Friday, December 07, 2007

Piero Marini's "Mein Kampf"

An excellent review of Mgr Piero Marini's (partial) confessions (A Challenging Reform) is available at TNLM, written by Fr. Alcuin Reid. A couple of excerpts follow.

Marini claims that the result of this reform was that “at long last the hopes and dreams of the liturgical movement had borne fruit.” Sixty years after Pope Pius XII’s seminal encyclical Mediator Dei, we may well ask whether this is indeed the case. Many pastors and scholars would not agree that, in Marini’s words, that “the liturgy inspired by the Council needed to leave behind Tridentine forms in order to embrace the genuine expression of the faith of the whole church”.

For the liturgy is more than an “expression of faith” of this or of any other passing generation...

It's more than a possibility that Marini was overcome with the narcissism we mentioned below.

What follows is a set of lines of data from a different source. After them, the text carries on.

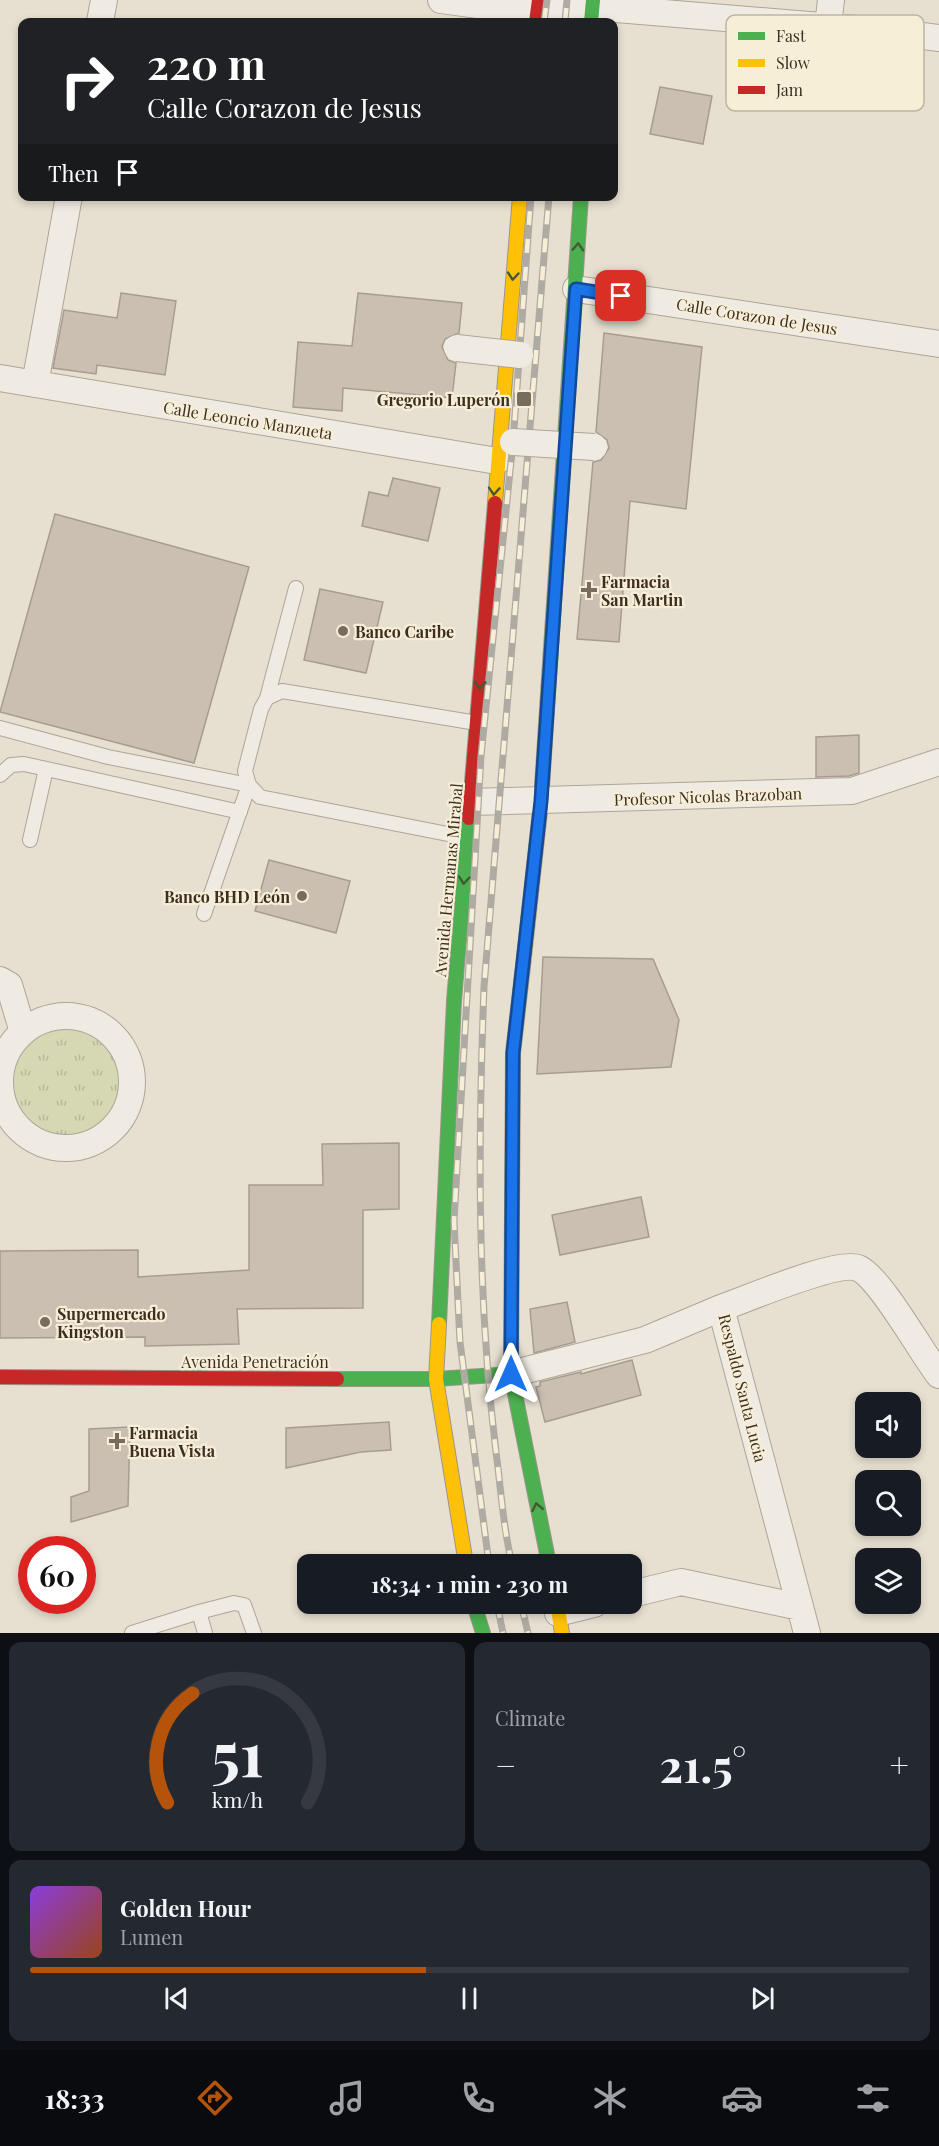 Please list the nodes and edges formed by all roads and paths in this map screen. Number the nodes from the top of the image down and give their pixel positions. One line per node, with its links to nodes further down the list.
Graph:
1 (104, 0): 7 (street)
2 (441, 0): 5 (street)
3 (831, 0): 6 (street)
4 (592, 10): 5 (street); 8 (street)
5 (538, 12)
6 (829, 15)
7 (101, 18)
8 (726, 19)
9 (924, 36): 10 (street)
10 (939, 38)
11 (68, 201): 19 (street)
12 (520, 201): 22 (main road, Avenida Hermanas Mirabal, one-way to 22)
13 (581, 201): 14 (main road, one-way to 13)
14 (576, 289): 15 (street, Calle Corazon de Jesus); 31 (main road)
15 (939, 344)
16 (457, 348): 17 (street, bridge)
17 (520, 355)
18 (0, 378): 19 (street, Calle Leoncio Manzueta)
19 (35, 384): 22 (street, Calle Leoncio Manzueta)
20 (513, 442): 21 (street, bridge)
21 (594, 447)
22 (496, 461): 25 (main road, Avenida Hermanas Mirabal, one-way to 25)
23 (296, 588): 24 (lane)
24 (267, 698): 25 (lane); 30 (lane)
25 (477, 723): 32 (main road, Avenida Hermanas Mirabal)
26 (0, 728): 30 (lane)
27 (939, 762): 31 (street, Profesor Nicolas Brazoban)
28 (46, 770): 29 (lane); 33 (lane); 35 (lane)
29 (0, 774)
30 (249, 785): 33 (lane); 34 (lane)
31 (541, 801): 32 (street, Profesor Nicolas Brazoban); 40 (main road)
32 (471, 802): 34 (main road, Avenida Hermanas Mirabal)
33 (240, 812): 36 (lane)
34 (468, 838): 43 (main road, Avenida Hermanas Mirabal, one-way to 43)
35 (30, 840)
36 (204, 914)
37 (0, 980): 38 (street)
38 (23, 1032): 38 (street)
39 (721, 1308): 40 (street); 41 (street, Respaldo Santa Lucia); 47 (street, Respaldo Santa Lucia)
40 (511, 1374): 43 (main road, Avenida Penetración); 45 (main road, one-way to 40)
41 (939, 1375)
42 (0, 1377): 43 (main road, Avenida Penetración)
43 (436, 1379): 44 (main road, Avenida Hermanas Mirabal)
44 (464, 1554)
45 (547, 1554)
46 (642, 1592): 47 (street)
47 (800, 1607): 54 (street, Respaldo Santa Lucia)
48 (199, 1612): 50 (lane); 51 (lane); 52 (lane)
49 (477, 1614): 53 (main road)
50 (132, 1633)
51 (205, 1633)
52 (254, 1633)
53 (483, 1633)
54 (807, 1633)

...Some ask whether the Consilium was itself faithful to the vision of the Council, or whether it operated from its own ideologies under the auspices of Vatican II. Marini regards Bugnini’s work as “one of the greatest liturgical reforms in the history of the Western church.” He writes: “unlike the reform after Trent, it was all the greater because it also dealt with doctrine.” Doctrine? This is precisely the point that critics of the reform – Marini calls them “reactionaries” – have made for decades: that the reform was inspired by different if not divergent doctrine.

Indeed. That the 'doctrine' expressed by Mgr. Bugnini, Cdl. Lercaro, et al was found in 16 Exceptions, 3:4 is the problem.

More at the link.

1 comment:

David L Alexander said...

Er, uh, speaking of reactionaries...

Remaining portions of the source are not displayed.